Nonetheless, when we look around the trend doesn’t seem to have caught up with us, alone : it has almost become a worldwide phenomena-with America becoming a lead player of the, not so honorable, game. Watchers of the American scene have come to feel, what a highly regarded columnist wrote in a national daily, that America’s Christian nationalism is going international. Europe is not lagging behind, either. Former US President and 2024 Republican aspirant of the top post in USA, Donald Trump, has openly premised his campaign on the appeal to the American Christian Nationalist – and is finding a good traction with a substantial section of the country’s electorate. Remember, his earlier stint at the US High office was marked by challenges to the liberal issues and appointment of conservative judges to the US Supreme Court. We see a steep rise in far – right politics, everywhere which has caused opposition to the immigration, rejection of gender rights and disregard for the human rights.
But no account does it make a good scene that after decades of electoral democracy the nation has still to guard against tinkering of the electoral process.
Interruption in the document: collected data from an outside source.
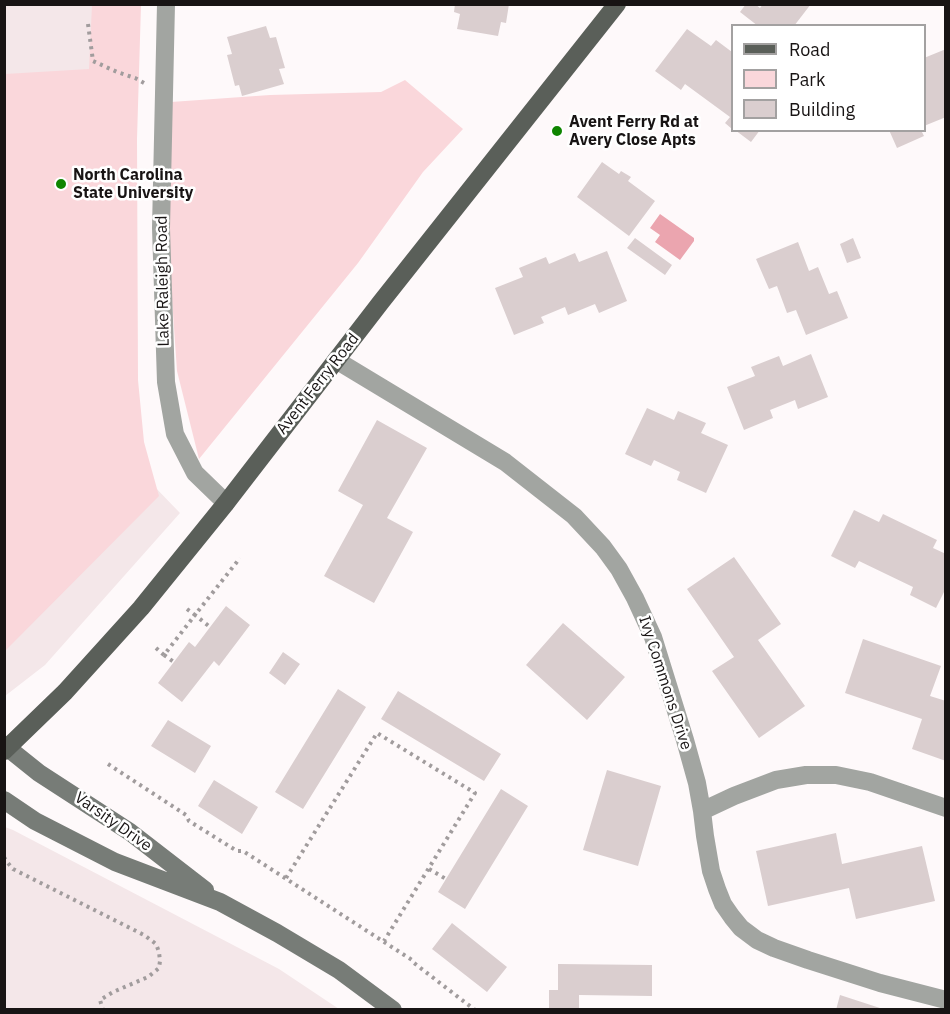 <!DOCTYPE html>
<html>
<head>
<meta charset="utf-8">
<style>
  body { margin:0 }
  #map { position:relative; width:950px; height:1014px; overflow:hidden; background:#fef9fa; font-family:"IBM Plex Sans",sans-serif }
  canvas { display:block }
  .frame { position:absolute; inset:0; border:6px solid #181414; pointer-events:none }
  .legend { position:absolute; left:731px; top:24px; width:195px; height:108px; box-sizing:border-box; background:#fff; border:2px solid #a3a1a1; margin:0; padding:8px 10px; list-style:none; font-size:18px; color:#181414 }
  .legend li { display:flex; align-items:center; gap:12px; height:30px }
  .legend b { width:30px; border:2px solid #a3a1a1 }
</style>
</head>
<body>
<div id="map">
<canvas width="950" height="1014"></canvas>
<div class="frame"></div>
<ul class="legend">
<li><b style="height:8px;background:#5a5f59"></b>Road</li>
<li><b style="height:16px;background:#fad7db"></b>Park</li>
<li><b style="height:16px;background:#dacecf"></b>Building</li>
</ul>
</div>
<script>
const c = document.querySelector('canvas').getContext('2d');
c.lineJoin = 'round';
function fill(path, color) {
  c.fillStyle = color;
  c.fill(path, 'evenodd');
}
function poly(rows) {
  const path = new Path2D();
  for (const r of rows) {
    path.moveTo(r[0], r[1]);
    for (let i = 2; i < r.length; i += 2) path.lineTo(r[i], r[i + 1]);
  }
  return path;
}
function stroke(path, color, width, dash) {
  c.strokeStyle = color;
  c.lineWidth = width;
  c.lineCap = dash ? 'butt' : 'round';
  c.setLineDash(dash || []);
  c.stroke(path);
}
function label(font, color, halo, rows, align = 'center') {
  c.font = font + ' "IBM Plex Sans",sans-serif';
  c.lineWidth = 5;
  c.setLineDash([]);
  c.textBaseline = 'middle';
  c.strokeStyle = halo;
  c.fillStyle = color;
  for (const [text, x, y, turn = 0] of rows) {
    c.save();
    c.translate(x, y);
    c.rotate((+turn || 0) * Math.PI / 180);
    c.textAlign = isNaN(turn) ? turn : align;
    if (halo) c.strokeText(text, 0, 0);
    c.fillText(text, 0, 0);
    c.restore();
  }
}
const built = poly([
  [5,5,126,5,122,453,180,513,45,665,5,696],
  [5,827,13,830,279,969,339,1009,5,1009]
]);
const green = poly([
  [92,5,141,5,137,139,138,380,144,442,159,496,5,651,5,74,89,69],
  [405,80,463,129,423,172,358,263,199,459,177,371,169,255,171,102,270,95,381,92]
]);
const water = poly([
  [660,214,694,238,694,241,680,260,655,242,660,235,650,228]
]);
const building = poly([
  [455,4,509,4,506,23,501,22,498,36,457,29,460,14,454,12],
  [746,4,755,4,760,8,763,4,811,4,794,26,758,26,740,12],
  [266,26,270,38,276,37,285,68,279,69,284,84,242,96,239,85,235,86,227,55,232,54,227,37],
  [687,29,711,46,716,40,732,52,732,129,725,123,730,117,685,84,681,90,655,71],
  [946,49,946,107,944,107,946,117,924,126,924,58],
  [735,130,760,130,751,142],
  [889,130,921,130,924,136,897,148],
  [602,162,619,174,621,171,631,177,628,181,655,201,629,236,577,197],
  [635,238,672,265,665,275,627,248],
  [853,238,861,258,847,263,840,244],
  [798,242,809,271,818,267,829,294,837,291,848,318,806,335,796,310,787,313,777,286,769,289,756,259],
  [607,251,627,301,599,313,595,304,568,315,565,307,541,317,544,323,514,335,495,288,523,277,519,268,546,257,549,264,575,253,579,262],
  [811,354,828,397,798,409,795,400,770,410,773,418,744,430,727,387,755,376,751,367,779,356,783,366],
  [647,408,674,420,678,411,706,423,701,433,728,445,706,493,677,480,680,472,654,460,651,466,625,454],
  [377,420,427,448,387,518,413,532,374,603,324,576,363,505,338,491],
  [854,510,879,522,883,514,937,540,933,548,946,554,946,588,936,608,910,595,913,587,859,561,855,568,831,556],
  [734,557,781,624,758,640,805,706,759,738,712,671,734,657,687,589],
  [226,606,250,625,219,666,214,661,182,702,158,683,189,642,195,647],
  [563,623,625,677,587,720,526,665],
  [863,639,941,666,930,696,946,701,946,761,912,749,922,719,845,693],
  [283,652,300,664,285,685,269,673],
  [338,689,366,707,303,809,275,792],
  [398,691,501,754,484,781,381,719],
  [168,720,211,746,195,773,151,746],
  [607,770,661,786,638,866,583,850],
  [214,780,258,807,242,834,198,806],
  [501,789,528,806,465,909,438,892],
  [836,833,842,864,922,846,935,901,856,919,849,888,768,906,756,851],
  [452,923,507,967,487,992,432,949],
  [558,964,652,965,652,996,579,995,579,1010,549,1010,549,990,558,990],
  [840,995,883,1009,883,1010,836,1010]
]);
const path = poly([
  [88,24,93,61,117,72,135,78,144,83],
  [187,609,195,615,240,558],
  [156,648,164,655,195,615,210,627],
  [164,655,174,662],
  [108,764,186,815,189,821,237,851,243,851,412,960,414,963,475,1010],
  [4,857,7,862,13,869,144,935,156,944,159,952,160,961,159,968,148,977,113,992,100,1000,103,1010],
  [429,869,446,879],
  [286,878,377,733,475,793,384,941]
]);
const street = poly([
  [166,4,161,228,166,382,175,434,195,473,226,503],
  [336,360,505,462,574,516,603,547,619,569,635,598,653,637,685,740,697,783,702,811,705,836,711,871,717,889,723,904,732,917,741,928,757,940,774,948,808,960,880,983,946,1000],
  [702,811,734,796,776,780,806,775,836,775,870,782,946,808]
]);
const secondary = poly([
  [4,745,39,773,130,832,205,890],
  [4,800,35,821,115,862,220,902,277,933,339,970,393,1010]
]);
const primary = poly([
  [4,751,65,692,141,608,226,503,381,302,617,4]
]);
const markers = [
  [557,131,6,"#0f8500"],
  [61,184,6,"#0f8500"]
];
const poiNames = [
  ["Avent Ferry Rd at",569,122],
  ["Avery Close Apts",569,140],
  ["North Carolina",73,175],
  ["State University",73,193]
];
const streetNames = [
  ["Lake Raleigh Road",163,281,-91],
  ["Avent Ferry Road",318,384,-52],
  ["Ivy Commons Drive",665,683,72],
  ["Varsity Drive",113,822,35]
];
fill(built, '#f4e7e9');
fill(green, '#fad7db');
fill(water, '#eba5af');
fill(building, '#dacecf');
stroke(path, '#a19c9d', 4, [3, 4.5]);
stroke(street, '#a2a5a1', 18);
stroke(secondary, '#777c77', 18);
stroke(primary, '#5a5f59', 18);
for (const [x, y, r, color] of markers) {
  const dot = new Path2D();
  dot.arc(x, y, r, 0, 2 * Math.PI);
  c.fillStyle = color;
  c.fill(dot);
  stroke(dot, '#fff', 2);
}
label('bold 16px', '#181414', '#fff', poiNames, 'left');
label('16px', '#181414', '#fff', streetNames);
</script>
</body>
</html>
Every citizen must know that not only the ultimate election result has to be fair but also the processes that precede – and are necessary part of the election regime – have to be above board. Process should not become a punishment for some and reward for the other. We have noticed many a time that subversion of the process has taken place at different stages of an election- culprits being the very persons entrusted with the job.
Elections come and go, nevertheless, the social and communal harmony is a permanent feature and always non- negotiable. PM Narendra Modi has done so many good things in his ten years old rule : just one among them is sufficient to see him and BJP walk triumphant through the electoral battle. His diehard supporters must understand that PM Modi doesn’t need a ‘communal crutch‘ to cross the first post first . Thus far, India has had a commendable presence in the democratic world and it generated hope in those who believed in liberal, pluralist and secular way of life. Care needs to taken that nothing is done– overtly or covertly –which shatters the hope.